Poste 18 (137) - bord nord-ouest de la dépression marécageuse - 1"30" : Aucune difficulté là encore : le cap sud-sud-est suffit largement.

Poste 19 (140) - côté nord de l'arbre particulier - 15'30" : Je retrouve un coureur croisé auparavant, et nous nous entamons, à deux, une belle séance de jardinage. Deuxième grosse bêtise ! Je pense que l'euphorie relative des 18 premiers postes trouvés sans éclat ni génie, mais sans grosse erreur non plus, m'a amené à relâcher mon attention. Je file sur le premier arbre que j'imagine être particulier, avant de constater qu'il n'y a aucune balise à côté. Un autre : idem. Une seule chose est sûre : je n'ai plus aucun repère, ainsi qu'en témoigne mon atterrisage sur la Route de la Brosse au sud-est du poste. A force de jardinage, et grâce à l'arrivée sur zone de coureurs plus frais, je finis pas pointer ce poste, terriblement déçu d'avoir failli si près du but...

Poste 20 (142) - sur la colline - 3'13" : Je reprends mes esprits et trouve ce poste aisément, au cap sud-est et dans une zone blanche assez marquée. La balise sur la (petite) colline se voit de toute façon aisément de loin.

Poste 21 (99) - extrémité nord-est du sentier - 4'30" : Le retour sur le Carrefour de la Vallée de Misère et le chemin au NO-SE qui le sépare de l'arrivée est légèrement compliquée par une progression relativement difficile à travers le vert. La montée du talus pour trouver le poste marque par ailleurs la seconde, et dernière, ascension de cette course.

Arrivée - 0'39" : Comme souvent , je donne tout pour cette arrivée, d'autant plus que je crois deviner au loin les silhouettes de l'Electron et Domi. Seraient-ils là finalement ?

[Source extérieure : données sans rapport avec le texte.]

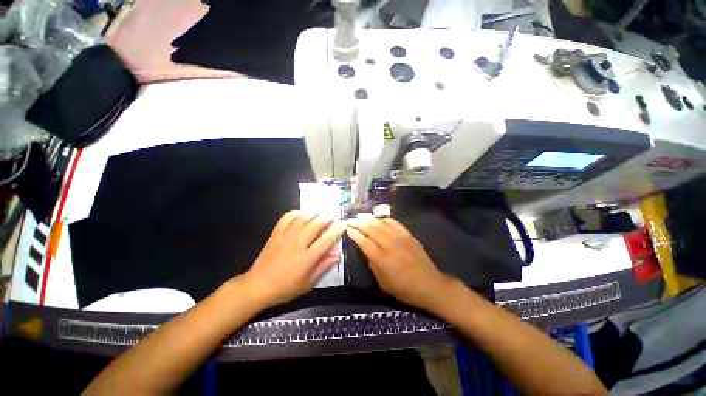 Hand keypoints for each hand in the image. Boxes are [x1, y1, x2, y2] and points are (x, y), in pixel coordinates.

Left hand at [244, 211, 345, 305]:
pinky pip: (285, 219)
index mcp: (307, 257)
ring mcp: (286, 237)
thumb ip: (323, 267)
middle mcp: (298, 244)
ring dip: (313, 214)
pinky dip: (294, 213)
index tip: (343, 224)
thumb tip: (336, 256)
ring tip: (319, 213)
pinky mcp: (275, 234)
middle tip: (332, 217)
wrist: (258, 286)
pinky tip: (300, 214)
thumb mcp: (308, 283)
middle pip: (315, 225)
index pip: (327, 240)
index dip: (337, 230)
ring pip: (302, 219)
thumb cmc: (286, 288)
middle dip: (326, 218)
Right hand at [346, 217, 453, 311]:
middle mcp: (389, 244)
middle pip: (371, 229)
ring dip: (370, 219)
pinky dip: (385, 219)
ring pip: (381, 224)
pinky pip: (394, 223)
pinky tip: (379, 219)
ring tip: (361, 216)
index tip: (347, 229)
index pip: (363, 241)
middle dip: (359, 223)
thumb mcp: (382, 282)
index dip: (354, 234)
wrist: (429, 284)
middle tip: (351, 220)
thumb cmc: (403, 288)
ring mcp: (400, 238)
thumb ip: (372, 264)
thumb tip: (366, 250)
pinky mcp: (408, 235)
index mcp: (381, 258)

Bilan de cette course : 1h44' pour 9,4 km (moins de 50% de plus que la distance balise à balise : c'est la première fois que "j'optimise" à ce point) et 96 m de D+.
Au classement, je finis 57ème du circuit, sur 89 partants et 70 classés. Je suis toujours dans les profondeurs, mais la stratégie de priorité donnée à la réflexion et à la concentration a porté ses fruits en me permettant (presque) de surnager.

Je retrouve ensuite l'Electron et Domi, très taquins, ainsi que mes collègues JDM, parmi lesquels Atomik JF qui m'a apporté un petit cadeau. Tous ont brillé, hormis JF légèrement en desous de ses capacités ce soir. Avant la remise des prix du Trophée, Nathalie cherche des débaliseurs, et je me propose d'en être, à la seule condition qu'il s'agisse de postes aimples (je n'ai pas de frontale : il me faut donc être capable de reveni avant la nuit ;-o) ). Cette mission suscite des remarques moqueuses de la part de mes camarades (l'Electron et Domi, je vous rappelle qu'on ne tire pas sur une ambulance ^_^), mais la simplicité des postes en question me rassure beaucoup (il s'agit vraisemblablement du circuit jalonné : ça devrait être à ma portée). Je croise, avant de partir, le Mammouth Rose, Neil Dobbs (parti débaliser également) et Maurice Le Ruyet, qui intriguera Camille Clouard lorsqu'elle le verra repartir seul, à pied, à la tombée de la nuit, vers Auffargis. Un vrai champion du trail et de la course à pied !

Pendant ce temps, le tirage au sort de la tombola me gratifie d'un magnifique TS XL publicitaire (si intéresse, faire offre ;-o) ).
Je reviens à temps pour assister à la remise des prix qui commence, honorant tout un tas d'ami(e)s orienteurs. Un petit coucou au passage à Hélène et Michel Ediar, des clins d'oeil aux autres collègues du GO78 ou amis de MSO, puis il est l'heure de retourner au bercail.

Prochaine étape : dimanche 2 juillet, le Trophée Picard, raid multi-sports d'orientation, en équipe avec Klouggy le clown.